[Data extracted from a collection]

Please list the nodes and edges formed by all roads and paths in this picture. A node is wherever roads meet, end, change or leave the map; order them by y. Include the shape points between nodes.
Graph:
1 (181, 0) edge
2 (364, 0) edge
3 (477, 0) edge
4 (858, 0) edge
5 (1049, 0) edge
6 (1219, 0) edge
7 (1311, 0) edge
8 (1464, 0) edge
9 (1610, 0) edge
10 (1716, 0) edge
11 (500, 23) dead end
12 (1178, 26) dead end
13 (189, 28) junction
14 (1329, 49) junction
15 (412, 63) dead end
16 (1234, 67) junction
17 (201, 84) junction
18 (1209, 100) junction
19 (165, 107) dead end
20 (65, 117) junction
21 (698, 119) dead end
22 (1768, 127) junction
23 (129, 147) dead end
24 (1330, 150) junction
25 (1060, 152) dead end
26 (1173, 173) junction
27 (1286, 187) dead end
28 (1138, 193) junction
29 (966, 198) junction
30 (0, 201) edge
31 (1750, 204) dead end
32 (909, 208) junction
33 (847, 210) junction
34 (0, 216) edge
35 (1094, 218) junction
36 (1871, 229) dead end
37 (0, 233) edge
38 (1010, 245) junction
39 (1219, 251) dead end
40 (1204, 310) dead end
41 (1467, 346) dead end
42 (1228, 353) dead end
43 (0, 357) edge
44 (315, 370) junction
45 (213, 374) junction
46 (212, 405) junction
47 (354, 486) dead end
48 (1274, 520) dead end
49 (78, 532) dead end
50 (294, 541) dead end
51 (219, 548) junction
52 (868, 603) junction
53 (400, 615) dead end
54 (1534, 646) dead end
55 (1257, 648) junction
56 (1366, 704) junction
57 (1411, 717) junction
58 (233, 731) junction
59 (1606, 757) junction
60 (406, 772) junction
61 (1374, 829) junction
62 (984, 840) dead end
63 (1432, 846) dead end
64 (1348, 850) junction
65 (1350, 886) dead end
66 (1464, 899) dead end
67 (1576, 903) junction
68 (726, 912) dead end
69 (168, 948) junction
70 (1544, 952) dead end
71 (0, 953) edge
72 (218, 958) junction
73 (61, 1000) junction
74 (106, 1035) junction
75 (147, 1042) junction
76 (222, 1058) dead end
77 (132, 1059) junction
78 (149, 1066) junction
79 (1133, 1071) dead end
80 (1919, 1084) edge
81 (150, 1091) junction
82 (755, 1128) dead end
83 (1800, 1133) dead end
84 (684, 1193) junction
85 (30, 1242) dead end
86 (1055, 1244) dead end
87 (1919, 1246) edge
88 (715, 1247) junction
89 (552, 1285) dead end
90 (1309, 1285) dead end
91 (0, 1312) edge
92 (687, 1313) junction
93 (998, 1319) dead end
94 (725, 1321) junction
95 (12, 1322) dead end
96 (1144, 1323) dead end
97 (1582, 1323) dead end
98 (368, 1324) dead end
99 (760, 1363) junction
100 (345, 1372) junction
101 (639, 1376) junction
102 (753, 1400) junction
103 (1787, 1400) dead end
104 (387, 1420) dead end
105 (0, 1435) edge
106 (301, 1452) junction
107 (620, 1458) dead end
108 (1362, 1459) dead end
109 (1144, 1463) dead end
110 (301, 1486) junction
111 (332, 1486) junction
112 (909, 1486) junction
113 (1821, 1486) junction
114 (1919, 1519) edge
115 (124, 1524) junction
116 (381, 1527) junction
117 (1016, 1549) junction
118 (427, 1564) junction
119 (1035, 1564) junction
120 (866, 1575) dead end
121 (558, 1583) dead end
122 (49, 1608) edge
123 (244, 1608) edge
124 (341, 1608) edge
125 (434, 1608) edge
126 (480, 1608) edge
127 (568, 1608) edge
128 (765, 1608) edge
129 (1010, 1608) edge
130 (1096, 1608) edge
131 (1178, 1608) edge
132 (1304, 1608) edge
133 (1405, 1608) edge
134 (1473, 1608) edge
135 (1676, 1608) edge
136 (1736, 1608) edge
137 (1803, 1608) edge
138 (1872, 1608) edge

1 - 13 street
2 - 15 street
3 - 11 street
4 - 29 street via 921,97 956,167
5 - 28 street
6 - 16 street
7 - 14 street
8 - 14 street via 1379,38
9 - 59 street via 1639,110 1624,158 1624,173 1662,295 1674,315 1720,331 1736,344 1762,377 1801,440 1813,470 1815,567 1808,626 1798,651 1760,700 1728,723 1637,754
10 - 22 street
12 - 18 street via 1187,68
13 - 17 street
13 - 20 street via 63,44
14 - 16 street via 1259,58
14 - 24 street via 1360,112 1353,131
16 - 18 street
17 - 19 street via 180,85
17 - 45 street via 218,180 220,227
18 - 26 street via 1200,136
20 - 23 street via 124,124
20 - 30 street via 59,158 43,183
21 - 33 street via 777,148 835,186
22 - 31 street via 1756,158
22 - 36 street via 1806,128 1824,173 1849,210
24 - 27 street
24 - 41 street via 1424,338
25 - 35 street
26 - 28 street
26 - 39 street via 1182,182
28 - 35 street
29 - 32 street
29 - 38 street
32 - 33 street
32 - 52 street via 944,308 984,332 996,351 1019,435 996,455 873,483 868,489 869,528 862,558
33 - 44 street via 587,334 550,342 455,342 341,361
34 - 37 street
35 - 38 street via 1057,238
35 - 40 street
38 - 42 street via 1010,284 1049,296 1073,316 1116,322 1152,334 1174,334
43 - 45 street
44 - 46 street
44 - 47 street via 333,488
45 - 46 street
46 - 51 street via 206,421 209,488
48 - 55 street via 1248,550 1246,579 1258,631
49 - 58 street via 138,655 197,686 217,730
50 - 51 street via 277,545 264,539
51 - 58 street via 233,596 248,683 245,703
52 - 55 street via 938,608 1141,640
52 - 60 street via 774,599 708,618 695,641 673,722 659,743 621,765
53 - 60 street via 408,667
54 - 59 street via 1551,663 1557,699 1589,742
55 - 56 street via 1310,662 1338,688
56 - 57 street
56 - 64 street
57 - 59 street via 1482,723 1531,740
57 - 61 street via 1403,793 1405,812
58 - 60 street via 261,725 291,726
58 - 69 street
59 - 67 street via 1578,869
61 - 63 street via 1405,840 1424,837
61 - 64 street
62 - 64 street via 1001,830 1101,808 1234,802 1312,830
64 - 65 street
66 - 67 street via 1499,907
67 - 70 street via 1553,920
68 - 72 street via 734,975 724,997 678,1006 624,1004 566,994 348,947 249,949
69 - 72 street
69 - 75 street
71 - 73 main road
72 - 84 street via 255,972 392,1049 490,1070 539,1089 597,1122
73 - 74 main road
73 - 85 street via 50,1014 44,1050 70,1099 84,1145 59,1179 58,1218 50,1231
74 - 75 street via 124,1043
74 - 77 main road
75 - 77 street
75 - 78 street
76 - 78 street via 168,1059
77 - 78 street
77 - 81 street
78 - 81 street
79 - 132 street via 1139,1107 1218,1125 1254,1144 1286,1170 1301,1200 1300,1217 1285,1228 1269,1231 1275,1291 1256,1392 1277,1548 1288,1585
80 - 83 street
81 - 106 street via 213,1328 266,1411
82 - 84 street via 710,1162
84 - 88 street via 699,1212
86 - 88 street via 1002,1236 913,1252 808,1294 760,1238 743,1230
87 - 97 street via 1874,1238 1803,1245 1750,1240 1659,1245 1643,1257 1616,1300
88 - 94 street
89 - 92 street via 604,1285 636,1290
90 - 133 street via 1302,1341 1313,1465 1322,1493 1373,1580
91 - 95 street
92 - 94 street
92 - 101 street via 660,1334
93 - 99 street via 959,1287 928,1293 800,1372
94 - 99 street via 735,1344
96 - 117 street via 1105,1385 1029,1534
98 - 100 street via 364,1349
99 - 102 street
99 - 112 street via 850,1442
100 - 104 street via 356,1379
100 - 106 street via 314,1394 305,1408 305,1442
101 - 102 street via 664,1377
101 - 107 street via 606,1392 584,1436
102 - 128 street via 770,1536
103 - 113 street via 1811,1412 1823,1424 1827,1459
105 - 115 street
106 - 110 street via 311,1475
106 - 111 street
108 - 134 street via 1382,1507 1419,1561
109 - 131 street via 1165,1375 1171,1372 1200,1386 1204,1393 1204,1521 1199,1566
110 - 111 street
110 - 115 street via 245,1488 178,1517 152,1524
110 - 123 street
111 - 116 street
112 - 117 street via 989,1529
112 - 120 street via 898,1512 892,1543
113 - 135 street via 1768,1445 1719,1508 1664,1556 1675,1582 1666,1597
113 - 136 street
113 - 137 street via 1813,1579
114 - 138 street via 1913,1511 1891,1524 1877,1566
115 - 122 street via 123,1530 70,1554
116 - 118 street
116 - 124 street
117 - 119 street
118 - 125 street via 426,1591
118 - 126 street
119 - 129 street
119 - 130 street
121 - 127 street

§ **ASSIGNED TASK**: Where a line in the records above contains the string "main", return that line.

§ **EXPECTED ANSWER**:
71 - 73 main road
73 - 74 main road
74 - 77 main road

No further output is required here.